Books about the state, including the best-selling Alabama in the Twentieth Century, are only one part of the University of Alabama Press’s broad and active publishing program. Through its Deep South Books series, the press features new and exciting fiction, such as George Garrett’s novel Double Vision. Memoir and military history converge in Jim Brown’s Impact Zone and James P. Coan’s Con Thien, both about the authors’ experiences fighting in the DMZ in Vietnam.
 
At a time when other academic presses have shied away from launching new directions for their list, the University of Alabama Press has had much success with books in its Modern and Contemporary Poetics series, edited by Charles Bernstein and Hank Lazer.
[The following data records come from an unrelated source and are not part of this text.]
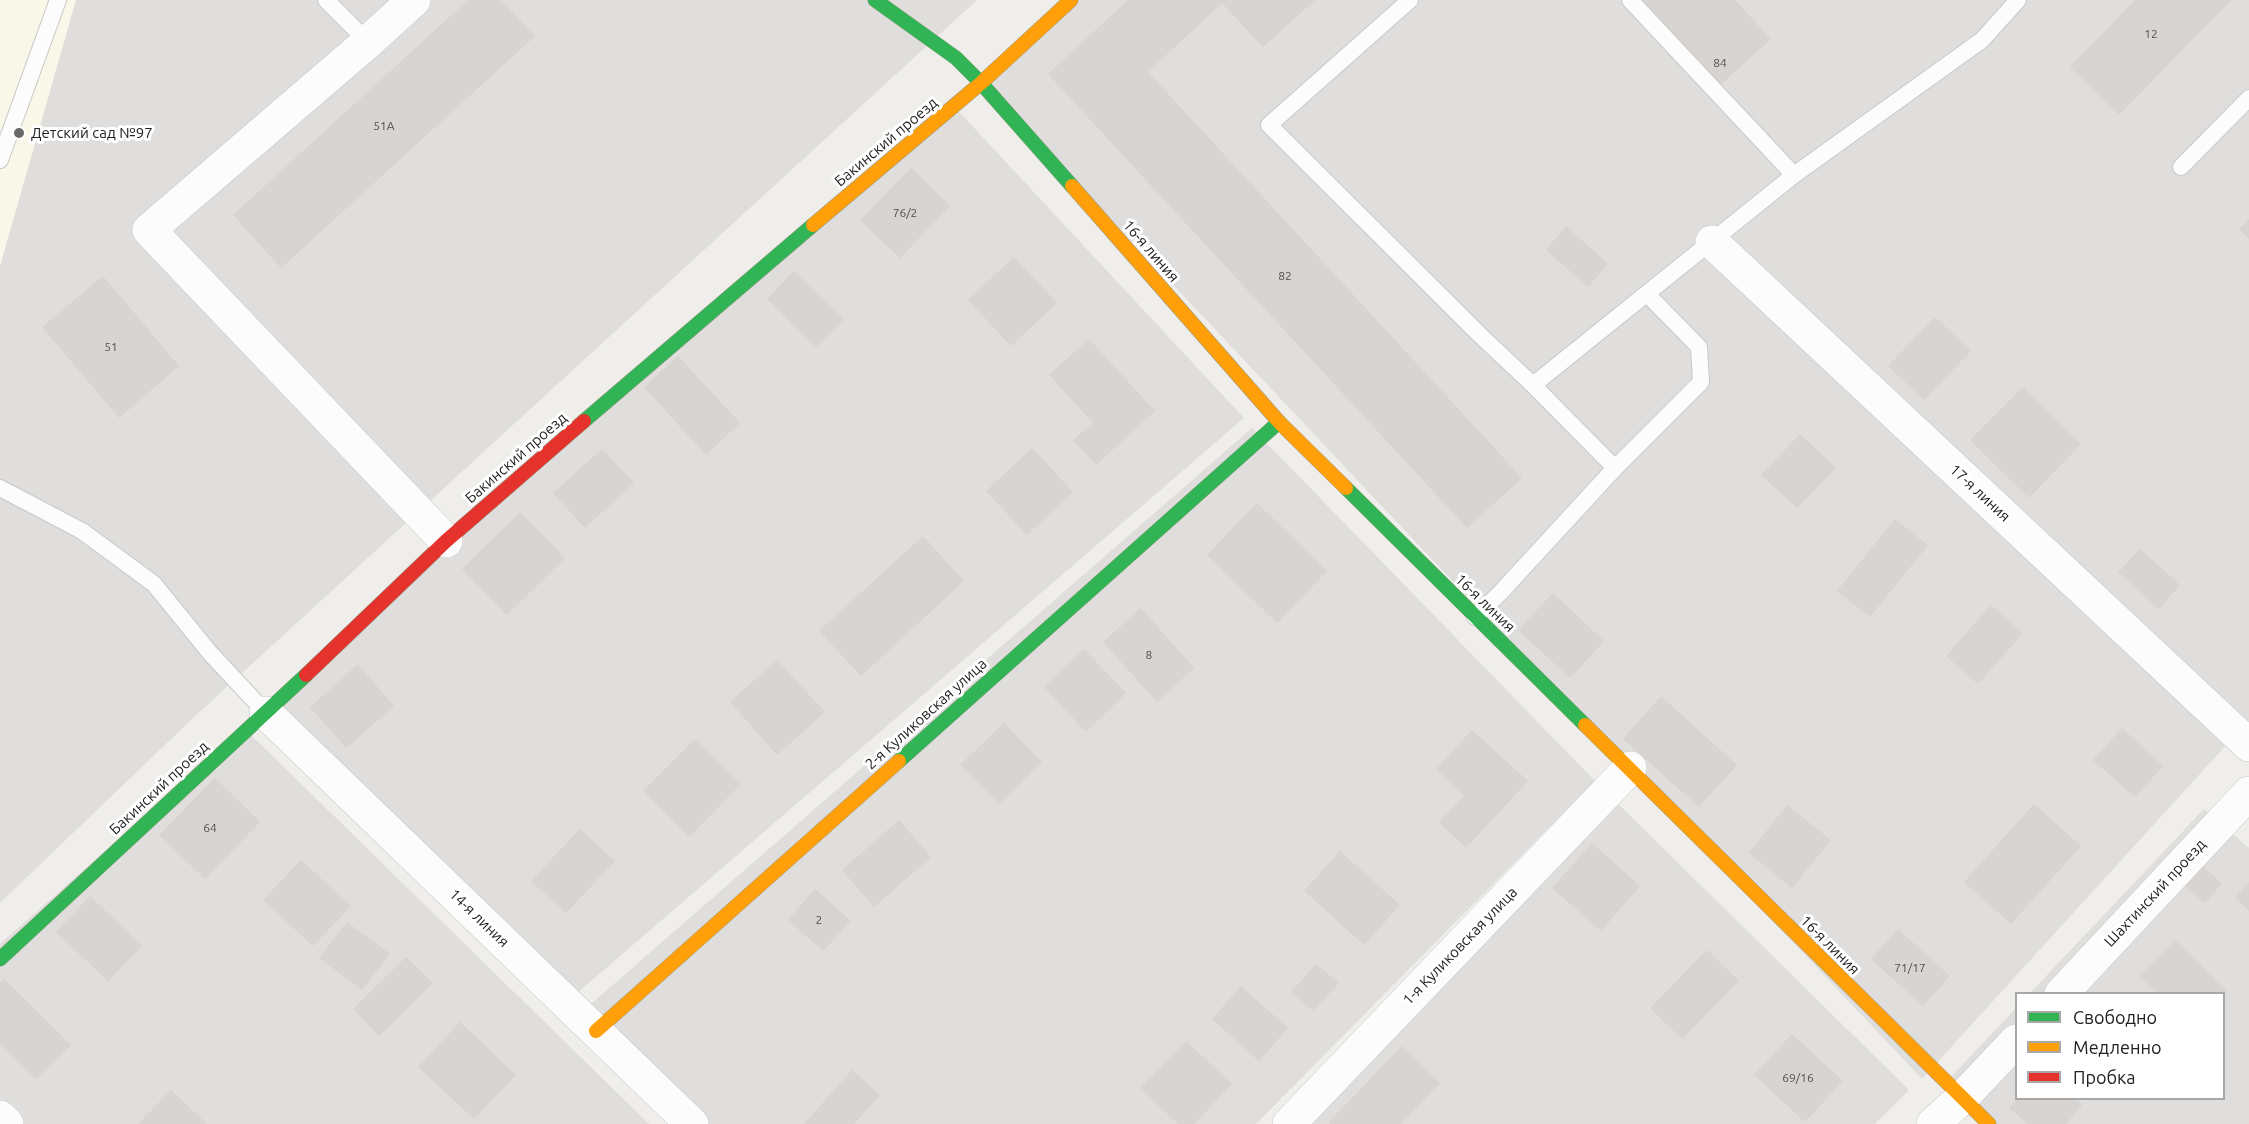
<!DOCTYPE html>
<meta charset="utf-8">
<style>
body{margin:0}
#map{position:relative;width:2249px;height:1124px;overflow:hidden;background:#f0eeeb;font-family:Ubuntu,sans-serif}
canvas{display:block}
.legend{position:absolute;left:2015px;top:992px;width:210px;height:108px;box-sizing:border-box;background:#fff;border:2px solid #a7a7a7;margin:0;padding:8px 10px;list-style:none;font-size:18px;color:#222}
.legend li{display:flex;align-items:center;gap:12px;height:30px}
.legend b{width:30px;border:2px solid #a7a7a7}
</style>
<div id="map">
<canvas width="2249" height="1124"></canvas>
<ul class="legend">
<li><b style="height:8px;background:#30b455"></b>Свободно</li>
<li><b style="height:8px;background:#ff9f0a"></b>Медленно</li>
<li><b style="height:8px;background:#e5322d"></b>Пробка</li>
</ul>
</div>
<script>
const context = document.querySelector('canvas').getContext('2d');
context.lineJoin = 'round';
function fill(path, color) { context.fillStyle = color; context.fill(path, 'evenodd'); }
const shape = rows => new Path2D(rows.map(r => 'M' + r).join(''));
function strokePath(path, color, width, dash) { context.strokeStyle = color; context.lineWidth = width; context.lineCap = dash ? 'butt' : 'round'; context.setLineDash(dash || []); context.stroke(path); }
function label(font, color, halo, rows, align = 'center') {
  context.font = font + ' Ubuntu,sans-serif'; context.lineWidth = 6; context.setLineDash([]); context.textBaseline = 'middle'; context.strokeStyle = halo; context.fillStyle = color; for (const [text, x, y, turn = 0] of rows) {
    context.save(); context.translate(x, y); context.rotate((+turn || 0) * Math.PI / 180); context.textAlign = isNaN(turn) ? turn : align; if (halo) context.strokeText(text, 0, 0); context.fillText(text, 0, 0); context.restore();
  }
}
const residential = shape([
 [0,0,977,0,193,718,0,903],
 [1070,0,2249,0,2249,720,1922,1079,981,81],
 [950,102,1244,418,561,1007,264,706],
 [1252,428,1595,781,1256,1124,683,1124,576,1017],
 [244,728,649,1124,0,1124,0,944],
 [1605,791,1909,1090,1875,1124,1278,1124],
 [2204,809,2249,848,2249,1124,1991,1124,1947,1081,2016,1008,2016,1098,2224,1098,2224,994,2030,993]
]);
const education = shape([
 [0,0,76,0,0,266]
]);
const building = shape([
 [468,0,501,0,535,36,281,268,233,215],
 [1128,0,1315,0,1263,47,1222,3,1148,72,1522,478,1467,528,1048,74],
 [1638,0,1735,0,1771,39,1718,87],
 [2135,0,2231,0,2119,115,2070,67],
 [911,168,950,206,900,258,860,220],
 [2249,219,2249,239,2239,229],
 [1566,226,1608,264,1588,287,1546,250],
 [1014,257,1057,303,1011,346,968,300],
 [794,271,844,319,816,347,767,299],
 [103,276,179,366,119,418,42,327],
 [1935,317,1971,351,1924,400,1888,366],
 [1089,339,1155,411,1096,465,1073,440,1093,423,1049,375],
 [678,356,740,423,706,455,644,387],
 [2023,387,2081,444,2029,498,1970,440],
 [1800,434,1836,468,1797,508,1761,475],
 [1032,448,1073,492,1027,535,986,491],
 [602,449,634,483,585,528,553,493],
 [1257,503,1327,571,1277,623,1207,555],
 [520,512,565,558,507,615,462,569],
 [1895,519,1928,545,1870,617,1837,591],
 [923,536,964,581,861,676,819,631],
 [2140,549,2180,585,2159,609,2118,572],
 [1553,593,1604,641,1570,678,1518,630],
 [1991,605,2023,633,1978,684,1946,656],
 [1141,608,1194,668,1157,702,1103,642],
 [1084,649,1126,693,1086,732,1044,687],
 [777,660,825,712,777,755,730,702],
 [358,664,394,706,346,748,310,707],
 [1661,696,1737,765,1699,807,1623,739],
 [1004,723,1042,762,999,804,960,765],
 [2122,728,2163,766,2135,797,2093,760],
 [1472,730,1528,781,1466,848,1439,822,1464,796,1436,769],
 [695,739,741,784,689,837,643,791],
 [215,778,260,822,205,879,159,835],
 [2034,804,2081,846,2011,924,1964,882],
 [1787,805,1831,840,1792,888,1749,853],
 [899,820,931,857,874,907,842,870],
 [580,829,615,861,566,913,531,881],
 [1592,843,1640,886,1601,931,1552,888],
 [1340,851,1400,905,1364,945,1304,891],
 [301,860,351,906,313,946,263,900],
 [2200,864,2222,883,2205,903,2183,884],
 [2249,882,2249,911,2235,897],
 [815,889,851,921,823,951,788,920],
 [90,896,142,946,108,981,56,932],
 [347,922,390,954,362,990,319,958],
 [1898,929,1950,976,1923,1006,1871,959],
 [2175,940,2227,991,2224,994,2157,994,2139,976],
 [1707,950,1739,981,1682,1039,1650,1008],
 [406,957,433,983,379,1036,353,1009],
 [1316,964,1339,983,1313,1011,1291,992],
 [4,979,71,1045,36,1079,0,1043,0,983],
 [1241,986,1288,1028,1259,1061,1212,1019],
 [460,1022,516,1075,474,1119,418,1067],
 [1792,1034,1843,1081,1805,1122,1754,1075],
 [1186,1041,1232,1084,1194,1124,1178,1124,1140,1088],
 [1402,1046,1440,1083,1401,1124,1330,1124,1329,1122],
 [852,1070,880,1095,854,1124,804,1124],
 [171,1090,207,1124,138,1124],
 [2018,1098,2075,1098,2082,1105,2066,1124,2028,1124,2009,1108]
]);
const lane = shape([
 [326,0,368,42],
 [1410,0,1269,125,1481,336,1533,385,1794,175,1982,40,2018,0],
 [1630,0,1794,175],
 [0,160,58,0],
 [2181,167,2249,98],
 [1533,385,1615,468],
 [0,488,82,531,154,584,210,653,266,713],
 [1475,617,1500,593,1615,468,1701,382,1699,347,1647,294]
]);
const street = shape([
 [414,0,368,42,149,230,446,541],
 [1712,242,2249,745],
 [266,713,692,1124],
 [2061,994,2249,793],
 [0,1117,7,1124],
 [1289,1124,1630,768],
 [1933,1124,1962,1098,2016,1041]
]);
const fast = shape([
 [875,0,956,58,981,83,1072,186],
 [584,421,813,225],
 [1346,488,1585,725],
 [899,761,1279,422],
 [0,959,306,675]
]);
const slow = shape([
 [1072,186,1279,422,1346,488],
 [813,225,981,83,1071,0],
 [1585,725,1989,1124],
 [596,1031,899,761]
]);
const jam = shape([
 [306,675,446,541,584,421]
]);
const markers = [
 [19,133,6,"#6a6968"]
];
const numberNames = [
 ["12",2151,34],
 ["84",1720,63],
 ["51А",384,126],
 ["76/2",905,213],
 ["82",1285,276],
 ["51",111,347],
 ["8",1149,655],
 ["64",210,828],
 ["2",819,920],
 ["71/17",1910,968],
 ["69/16",1798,1078]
];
const poiNames = [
 ["Детский сад №97",31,133]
];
const streetNames = [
 ["Бакинский проезд",886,142,-40],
 ["16-я линия",1151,251,49],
 ["Бакинский проезд",516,458,-41],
 ["17-я линия",1980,493,43],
 ["16-я линия",1485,603,44],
 ["2-я Куликовская улица",926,714,-42],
 ["Бакинский проезд",159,788,-43],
 ["Шахтинский проезд",2155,893,-47],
 ["14-я линия",479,918,44],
 ["16-я линия",1830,945,45],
 ["1-я Куликовская улица",1460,946,-46]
];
fill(residential, '#dfdedc');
fill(education, '#f8f7e8');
fill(building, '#d7d4d2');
strokePath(lane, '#c9c8c7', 18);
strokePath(street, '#c9c8c7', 34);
strokePath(fast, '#999a82', 15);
strokePath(slow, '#999a82', 15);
strokePath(jam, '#999a82', 15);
strokePath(lane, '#fdfcfc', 16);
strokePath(street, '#fdfcfc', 33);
strokePath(fast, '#30b455', 14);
strokePath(slow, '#ff9f0a', 14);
strokePath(jam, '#e5322d', 14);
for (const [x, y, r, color] of markers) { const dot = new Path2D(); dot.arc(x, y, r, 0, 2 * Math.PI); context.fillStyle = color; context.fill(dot); strokePath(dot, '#fff', 2); }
label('12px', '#4f4e4e', null, numberNames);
label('15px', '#222', '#fff', poiNames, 'left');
label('15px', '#222', '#fff', streetNames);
</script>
The newest MCP title is Differentials, by incoming Modern Language Association President Marjorie Perloff. A former MLA president, Mary Ann Caws, recently published To the Boathouse: A Memoir with the press, to great acclaim.
 
Frye Gaillard’s Cradle of Freedom reveals how Alabama was transformed from the Cradle of the Confederacy to a place where hundreds of devoted individuals helped the civil rights movement succeed. And the Press’s extensive list in archaeology and anthropology illuminates the lives and cultures of the Native Americans who lived throughout the southeast and Caribbean before the arrival of white settlers.
 
Through the years, UA Press books have won numerous prizes, including the Lillian Smith Book Award, the Jefferson Davis Award, the Southern Political Science Association’s V. O. Key Award, and the Organization of American Historians’ inaugural Liberty Legacy Foundation Award. A driving force in twenty-first century academic publishing, The University of Alabama Press is pleased to work with Thomson-Shore to bring its publications to a broad range of readers, with a variety of needs and expectations.